Labour is against deregulation because it sees increases in the price of petroleum products that will follow to mean more hardship for workers. According to labour, people are already poor and any increase in price will add to their poverty. To this set of people, poverty is absolute. In my economics, it is not. But that argument is only necessary if I think they are sincere. But I am not deceived, very, and very few people in any kind of union in Nigeria care about the poor. Never mind their khakis and rhetorics, they are rich, and they are personally benefiting from a corrupt and bastardised system. Are those in the oil industry unions not part of the racket? Was labour not among those that colluded to collapse the four refineries? So, labour fighting for the poor is like me pretending that officials of Nigeria Union of Journalist (NUJ) are looking after my interest.
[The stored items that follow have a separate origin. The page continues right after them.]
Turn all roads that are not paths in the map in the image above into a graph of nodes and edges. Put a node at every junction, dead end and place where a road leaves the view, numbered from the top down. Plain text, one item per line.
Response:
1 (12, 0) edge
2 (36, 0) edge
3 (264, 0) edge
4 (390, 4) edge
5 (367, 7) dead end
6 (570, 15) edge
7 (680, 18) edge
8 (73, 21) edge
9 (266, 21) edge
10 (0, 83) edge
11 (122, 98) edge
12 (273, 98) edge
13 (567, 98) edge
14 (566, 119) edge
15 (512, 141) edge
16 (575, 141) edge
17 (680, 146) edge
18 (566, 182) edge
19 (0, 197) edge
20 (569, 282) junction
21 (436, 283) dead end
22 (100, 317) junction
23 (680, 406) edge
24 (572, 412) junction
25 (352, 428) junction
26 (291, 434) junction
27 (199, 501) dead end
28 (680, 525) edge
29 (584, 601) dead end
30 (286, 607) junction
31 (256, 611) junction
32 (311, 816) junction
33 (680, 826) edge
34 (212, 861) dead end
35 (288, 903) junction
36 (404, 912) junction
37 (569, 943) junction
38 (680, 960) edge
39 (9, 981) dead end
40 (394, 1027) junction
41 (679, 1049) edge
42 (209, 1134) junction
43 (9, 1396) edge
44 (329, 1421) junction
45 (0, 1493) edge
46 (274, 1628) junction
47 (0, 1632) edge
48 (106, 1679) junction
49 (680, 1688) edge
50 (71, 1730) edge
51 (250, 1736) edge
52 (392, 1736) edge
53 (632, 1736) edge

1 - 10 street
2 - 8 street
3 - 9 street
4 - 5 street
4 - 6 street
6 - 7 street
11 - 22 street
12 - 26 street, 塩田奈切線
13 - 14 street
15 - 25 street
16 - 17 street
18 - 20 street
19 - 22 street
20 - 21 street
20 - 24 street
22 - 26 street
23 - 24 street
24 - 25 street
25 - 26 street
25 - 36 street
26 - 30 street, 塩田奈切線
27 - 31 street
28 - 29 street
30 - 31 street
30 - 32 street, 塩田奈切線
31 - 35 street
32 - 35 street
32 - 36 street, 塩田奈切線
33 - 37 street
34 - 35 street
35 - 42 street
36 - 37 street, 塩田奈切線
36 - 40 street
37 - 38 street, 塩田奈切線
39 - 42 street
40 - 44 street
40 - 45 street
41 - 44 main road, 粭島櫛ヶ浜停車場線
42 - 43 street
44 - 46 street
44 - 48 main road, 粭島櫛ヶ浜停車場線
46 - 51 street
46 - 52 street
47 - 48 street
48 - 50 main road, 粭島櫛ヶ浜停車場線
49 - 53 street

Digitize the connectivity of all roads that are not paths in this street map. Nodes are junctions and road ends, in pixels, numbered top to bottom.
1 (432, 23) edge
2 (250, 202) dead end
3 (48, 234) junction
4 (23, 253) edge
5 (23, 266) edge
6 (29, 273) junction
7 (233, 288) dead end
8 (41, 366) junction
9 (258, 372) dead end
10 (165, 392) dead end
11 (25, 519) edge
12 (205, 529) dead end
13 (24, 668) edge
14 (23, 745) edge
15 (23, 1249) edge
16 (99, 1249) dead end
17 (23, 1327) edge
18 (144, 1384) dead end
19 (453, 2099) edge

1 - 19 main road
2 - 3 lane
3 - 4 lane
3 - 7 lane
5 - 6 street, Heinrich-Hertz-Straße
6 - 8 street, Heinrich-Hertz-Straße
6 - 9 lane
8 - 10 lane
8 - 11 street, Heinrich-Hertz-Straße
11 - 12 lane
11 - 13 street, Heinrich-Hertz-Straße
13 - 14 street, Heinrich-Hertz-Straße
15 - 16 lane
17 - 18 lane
To the stakeholders of any kind, the stakes are much higher. These are those that are in charge and directly benefit from this most hypocritical of economic policy. First, this subsidy is not part of any FG budget. That says alot about transparency. Okay, are the oil ministers or advisers genuinely aware or genuinely pretending that petrol is not sold for a uniform price across the country? There was the funny story of one of my colleagues telling a minister that such is the case, but his response was that he should report such a filling station. And think of it, if I’m privileged to sit in my Lekki, Ikoyi or Asokoro residence benefiting full time from a disingenuous system, do you expect me to sit down idly when government wants to put an end to such a policy?

Now, when I put forward arguments in favour of deregulation, some would think I am wealthy, so I can afford to make such an argument. I have made the argument in different dimensions, at least five times in the last one year alone, and I am not wealthy. But, as a good economist (see my piece of 18 May), I forsee the investment, jobs, income, other multipliers of deregulating oil price, even if the government goes ahead to waste the figures currently being spent on subsidies. In effect, even if the government goes ahead to waste money currently being spent on subsidy, just as it does now with what use to go to Nitel, Nafcon, Nigerdock etc, it will still be positively beneficial to the whole economy and the poor.
However this whole thing raises the issue of how economic policies are handled by this government. It appears that this government has reduced economic policy and management to preparation and execution of budgets, and that it gets wrong too. The faithful application of the budget can only add a little to the economic progress required in the country. The greater work needed is to bring about economic policy that changes the incentive system for improved allocation of resources with the aim of increased production that generates greater economic growth and thus leads to development. Have you seen any tangible policy in the last two years? Power policy is in crisis, monies are being returned year-after-year, and it is very difficult, as much as one tries, to see where this government is heading in terms of economic direction. Oh Lord, please have mercy!!!!!!!!!